» **Dataset excerpts**
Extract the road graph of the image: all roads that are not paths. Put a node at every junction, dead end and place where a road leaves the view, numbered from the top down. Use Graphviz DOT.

--

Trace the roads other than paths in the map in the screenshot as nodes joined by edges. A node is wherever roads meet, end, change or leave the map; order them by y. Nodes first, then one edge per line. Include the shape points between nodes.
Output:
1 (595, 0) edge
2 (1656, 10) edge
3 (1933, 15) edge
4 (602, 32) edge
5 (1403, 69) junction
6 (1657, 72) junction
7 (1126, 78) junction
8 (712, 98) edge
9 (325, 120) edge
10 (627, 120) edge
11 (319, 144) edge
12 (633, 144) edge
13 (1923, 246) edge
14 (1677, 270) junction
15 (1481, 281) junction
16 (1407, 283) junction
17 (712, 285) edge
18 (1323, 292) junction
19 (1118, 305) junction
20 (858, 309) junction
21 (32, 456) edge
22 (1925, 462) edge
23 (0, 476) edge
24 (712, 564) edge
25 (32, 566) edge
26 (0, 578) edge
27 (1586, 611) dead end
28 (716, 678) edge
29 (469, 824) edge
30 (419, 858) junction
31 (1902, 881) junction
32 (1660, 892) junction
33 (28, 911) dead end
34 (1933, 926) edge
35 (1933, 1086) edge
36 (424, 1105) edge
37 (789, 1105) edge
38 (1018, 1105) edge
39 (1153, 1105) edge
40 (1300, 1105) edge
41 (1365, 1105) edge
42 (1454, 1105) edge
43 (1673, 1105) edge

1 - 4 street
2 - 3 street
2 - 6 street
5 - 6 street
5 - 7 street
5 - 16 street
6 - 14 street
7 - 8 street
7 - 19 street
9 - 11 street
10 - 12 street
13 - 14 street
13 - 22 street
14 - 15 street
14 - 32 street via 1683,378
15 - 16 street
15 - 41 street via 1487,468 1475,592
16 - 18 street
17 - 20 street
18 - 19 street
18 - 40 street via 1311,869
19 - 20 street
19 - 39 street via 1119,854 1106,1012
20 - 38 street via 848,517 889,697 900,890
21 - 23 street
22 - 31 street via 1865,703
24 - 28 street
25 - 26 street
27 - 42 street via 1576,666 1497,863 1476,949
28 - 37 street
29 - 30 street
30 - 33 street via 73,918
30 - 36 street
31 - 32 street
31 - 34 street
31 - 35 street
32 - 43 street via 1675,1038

* * *

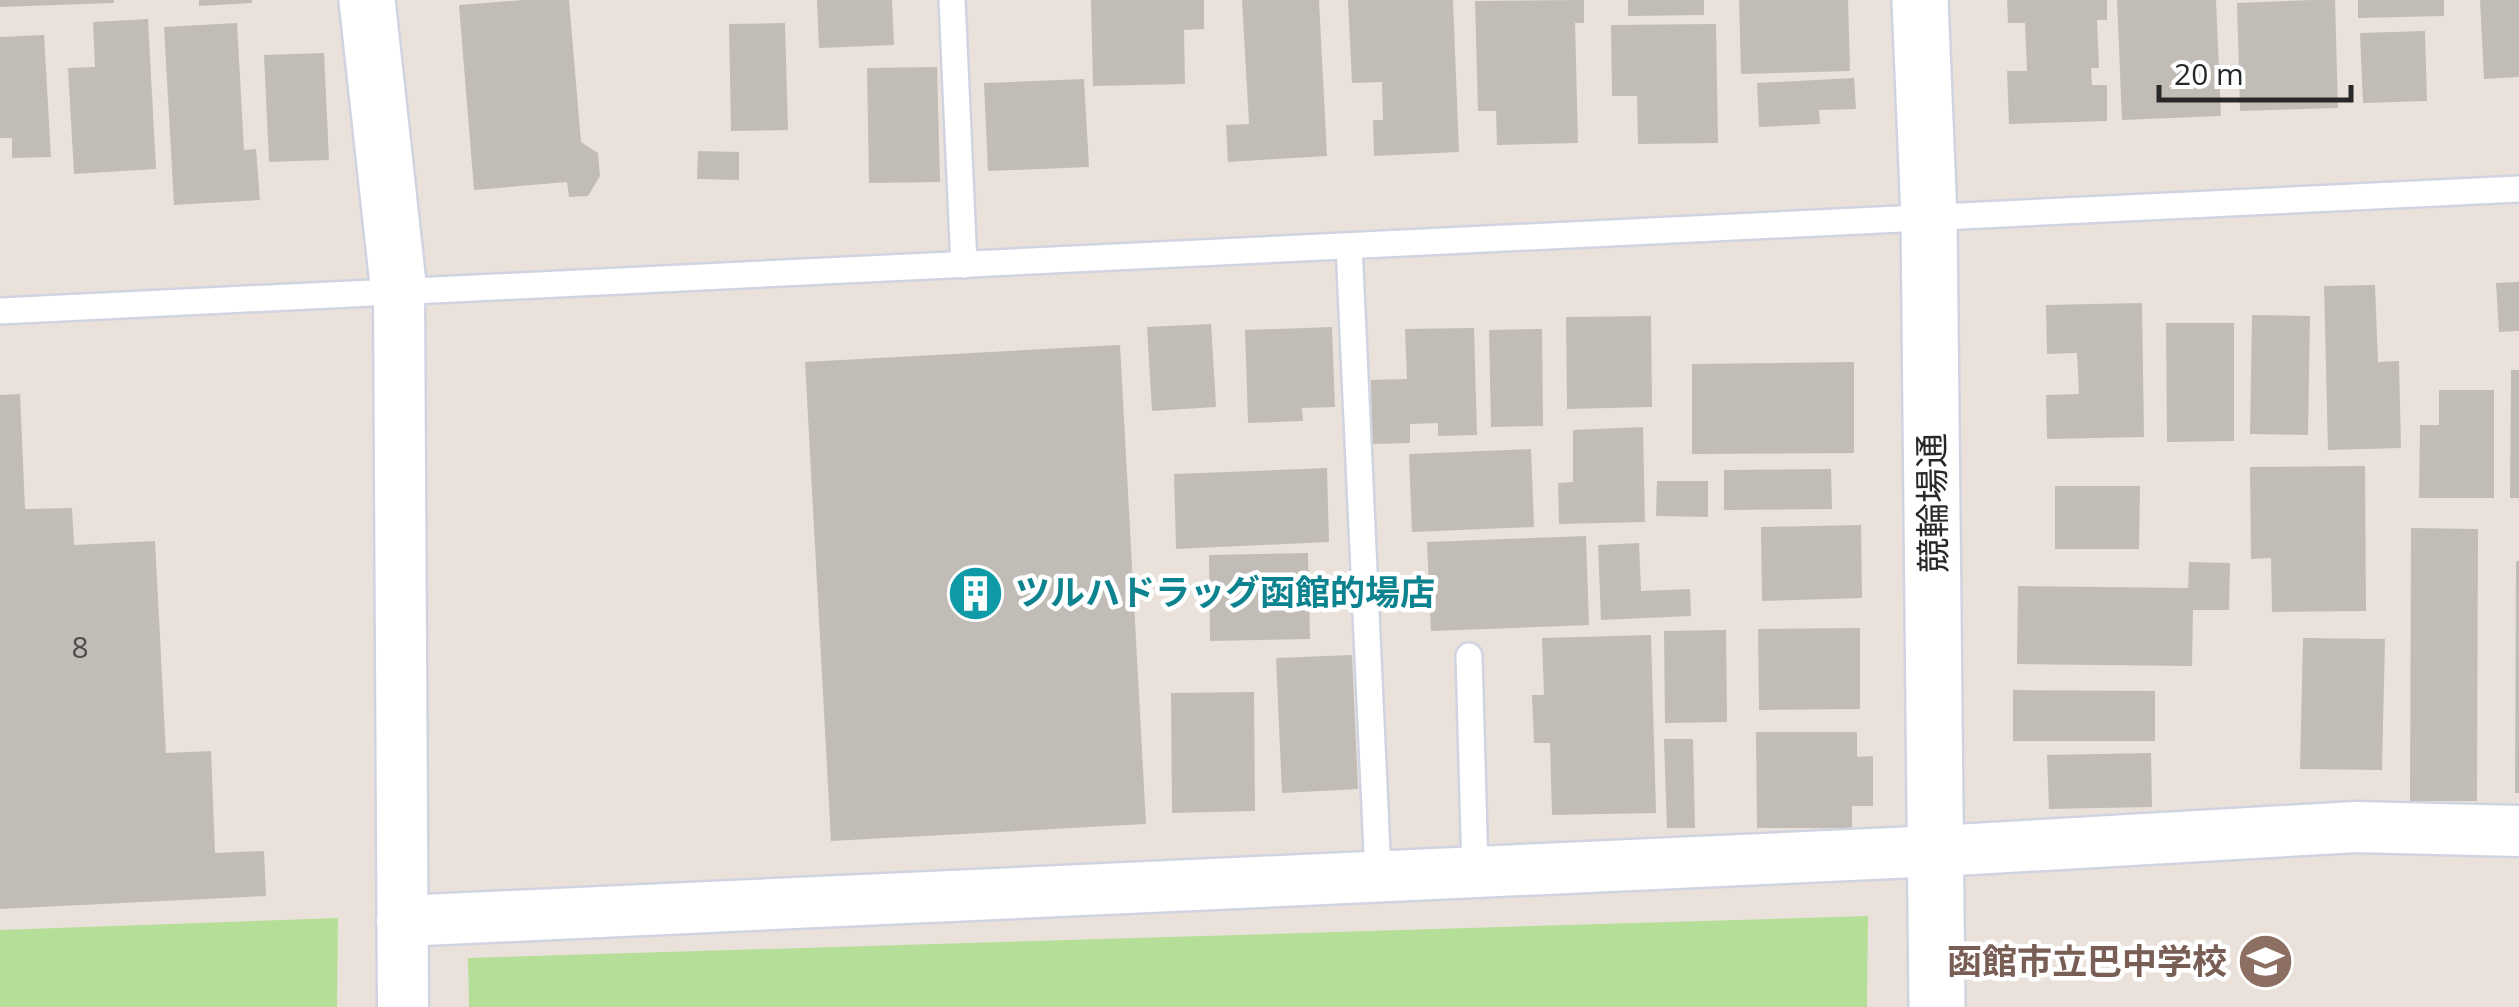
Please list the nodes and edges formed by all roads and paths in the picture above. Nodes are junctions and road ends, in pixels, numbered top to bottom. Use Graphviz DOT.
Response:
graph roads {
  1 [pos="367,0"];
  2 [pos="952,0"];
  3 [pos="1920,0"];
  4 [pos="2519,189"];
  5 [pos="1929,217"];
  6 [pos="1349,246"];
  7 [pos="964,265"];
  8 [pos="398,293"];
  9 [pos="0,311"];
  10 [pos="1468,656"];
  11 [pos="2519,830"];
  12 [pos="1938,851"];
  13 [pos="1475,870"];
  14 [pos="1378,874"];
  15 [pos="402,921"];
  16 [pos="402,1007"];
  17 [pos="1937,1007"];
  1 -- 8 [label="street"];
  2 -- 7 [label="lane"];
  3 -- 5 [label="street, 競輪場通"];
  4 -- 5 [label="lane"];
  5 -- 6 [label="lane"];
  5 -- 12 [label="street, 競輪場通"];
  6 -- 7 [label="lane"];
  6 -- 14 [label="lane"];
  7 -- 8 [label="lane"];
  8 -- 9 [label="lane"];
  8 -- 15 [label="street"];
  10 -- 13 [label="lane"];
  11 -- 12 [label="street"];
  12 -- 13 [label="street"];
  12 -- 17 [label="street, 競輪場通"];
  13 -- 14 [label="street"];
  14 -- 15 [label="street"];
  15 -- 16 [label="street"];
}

» **Task description**
Copy all lines of the records in which the string "edges" can be found.

» **Reply**
Trace the roads other than paths in the map in the screenshot as nodes joined by edges. A node is wherever roads meet, end, change or leave the map; order them by y. Nodes first, then one edge per line. Include the shape points between nodes.
Please list the nodes and edges formed by all roads and paths in the picture above. Nodes are junctions and road ends, in pixels, numbered top to bottom. Use Graphviz DOT.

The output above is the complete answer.